> _REQUIREMENT_:
Scan the entries below and extract each line with the word "Perrens" in it.

※

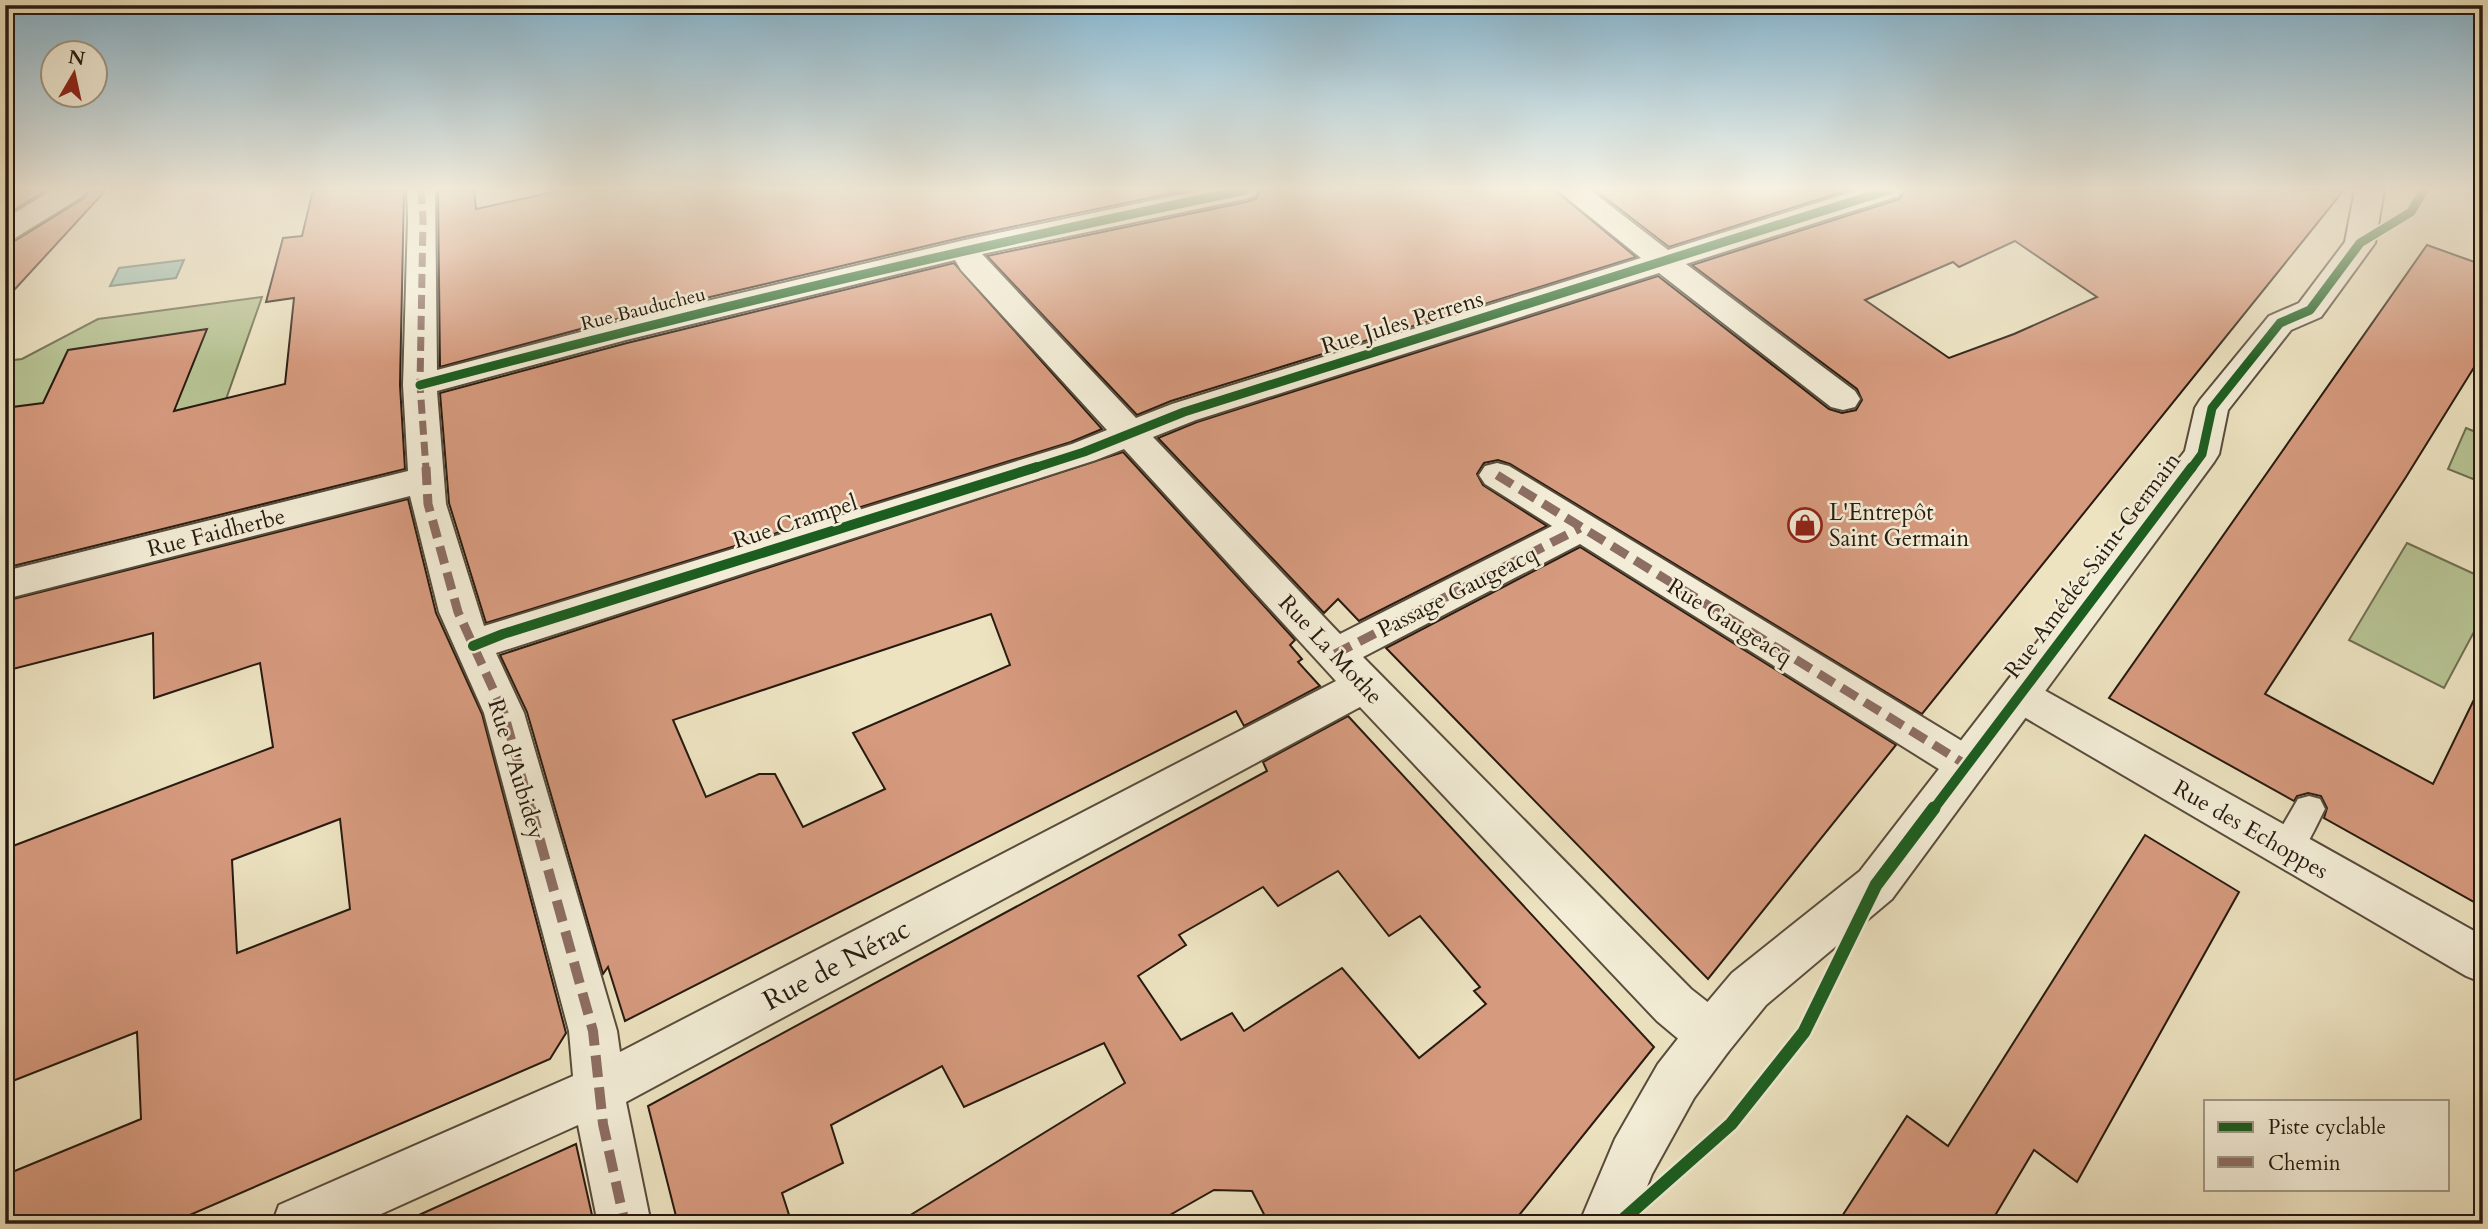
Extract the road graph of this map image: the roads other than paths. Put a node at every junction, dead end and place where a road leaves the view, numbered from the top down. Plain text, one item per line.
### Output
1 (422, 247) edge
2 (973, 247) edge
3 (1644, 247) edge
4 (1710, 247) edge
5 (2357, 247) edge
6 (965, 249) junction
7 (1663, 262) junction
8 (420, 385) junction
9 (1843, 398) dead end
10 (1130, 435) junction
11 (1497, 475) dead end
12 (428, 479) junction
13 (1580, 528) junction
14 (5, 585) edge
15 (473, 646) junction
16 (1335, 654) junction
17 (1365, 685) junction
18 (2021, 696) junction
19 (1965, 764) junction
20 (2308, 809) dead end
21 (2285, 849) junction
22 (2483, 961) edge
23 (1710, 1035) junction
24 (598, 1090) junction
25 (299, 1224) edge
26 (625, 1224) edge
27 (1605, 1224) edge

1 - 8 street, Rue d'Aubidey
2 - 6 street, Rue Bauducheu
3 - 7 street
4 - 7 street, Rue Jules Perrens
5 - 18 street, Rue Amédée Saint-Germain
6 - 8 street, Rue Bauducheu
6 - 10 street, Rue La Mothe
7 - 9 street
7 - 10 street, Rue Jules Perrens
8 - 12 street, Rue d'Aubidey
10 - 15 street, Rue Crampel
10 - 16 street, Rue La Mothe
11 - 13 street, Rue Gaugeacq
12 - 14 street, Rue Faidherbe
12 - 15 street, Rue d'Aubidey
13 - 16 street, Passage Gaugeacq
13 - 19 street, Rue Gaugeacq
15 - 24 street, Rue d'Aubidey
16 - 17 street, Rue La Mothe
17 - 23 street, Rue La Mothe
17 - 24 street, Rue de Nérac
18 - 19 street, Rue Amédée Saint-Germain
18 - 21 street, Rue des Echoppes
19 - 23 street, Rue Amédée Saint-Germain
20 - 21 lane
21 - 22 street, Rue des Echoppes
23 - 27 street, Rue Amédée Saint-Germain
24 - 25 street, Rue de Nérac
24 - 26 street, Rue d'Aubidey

※

> _WORKED SOLUTION_:
4 - 7 street, Rue Jules Perrens
7 - 10 street, Rue Jules Perrens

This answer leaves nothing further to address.